Details on article
|Title||Culture‑led neighbourhood transformations beyond the revitalisation/gentrification dichotomy.|
Gainza, X. (2017) Culture‑led neighbourhood transformations beyond the revitalisation/gentrification dichotomy. Urban Studies, 54(4): 953‑970.
|Keywords||Bilbao; Cultural clusters; Cultural industries; Gentrification; Local identity; Neighbourhood renewal
|Link to article|| https://doi.org/10.1177%2F0042098016630507
|Abstract||In the past 30 years, culture has been used as a means for revitalising neighbourhoods and branding the urban economy. Often, culture-led urban policies have had undesirable consequences in terms of rising rents, displacement of former residents and changes in the economic and retail landscape, i.e. gentrification. However, this process is not univocal, and displacement may not occur while disrupting community life. In this paper the author explore the changes that have occurred in San Francisco, a working-class neighbourhood of Bilbao where the attraction of cultural industries has been used to revitalise the area and change the city image.
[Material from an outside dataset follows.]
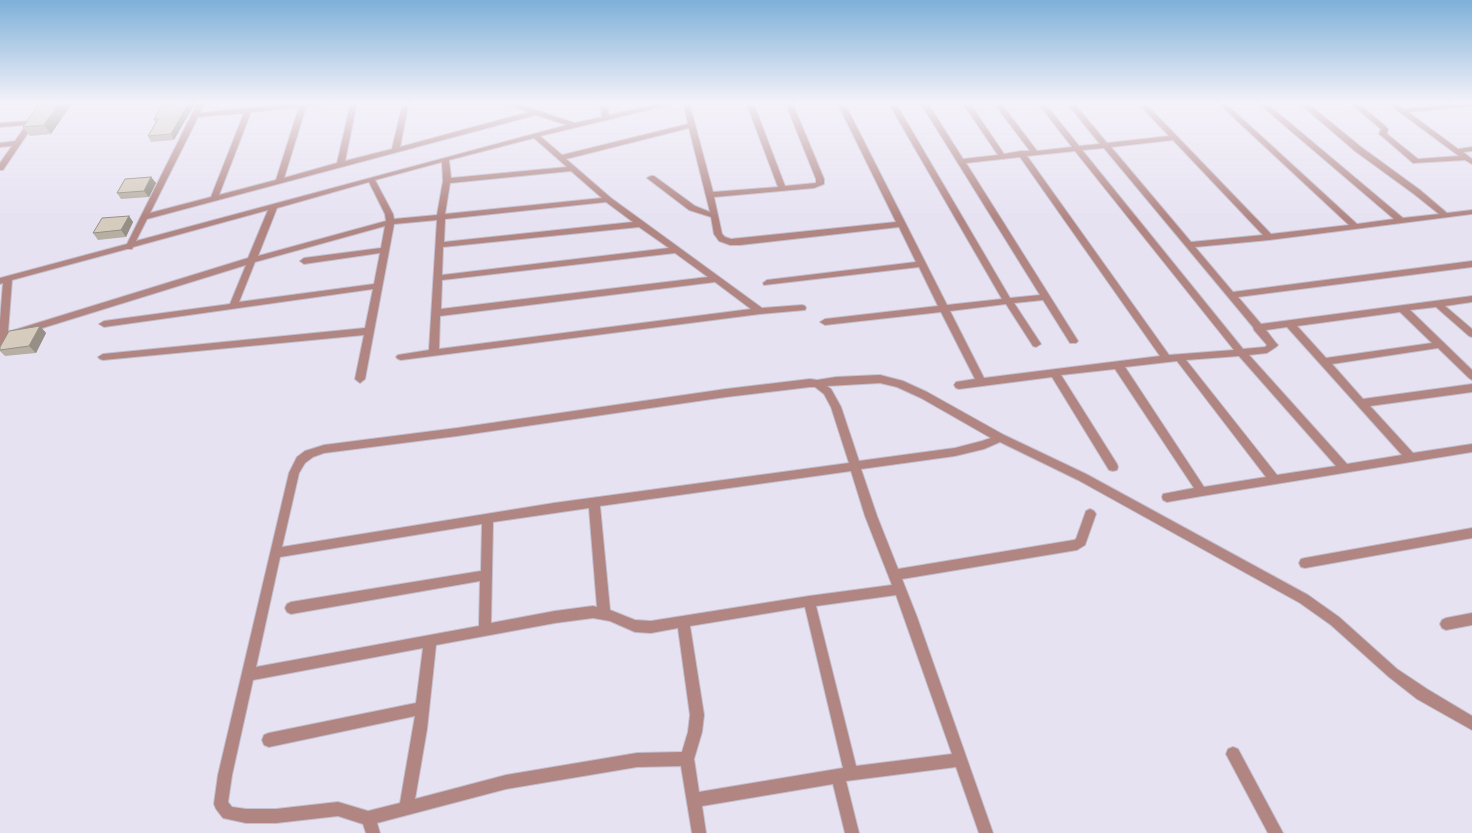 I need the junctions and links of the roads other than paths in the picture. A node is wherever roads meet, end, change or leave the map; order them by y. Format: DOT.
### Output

|Metodology||The author employ a framework that considers the built form, the cultural cluster organisation and the socioeconomic and demographic changes and we rely on different sources of evidence, including neighbourhood level socioeconomic data, personal interviews and a participatory evaluation, to capture the edges of this complex phenomenon.
|Findings||The analysis suggests a less deterministic and more complex characterisation of culture-led neighbourhood transformations beyond the revitalisation/gentrification discourses, since conflicts may be driven not by economic transformations and social class replacement, but by the symbolic representation of space and the ‘right to the neighbourhood’.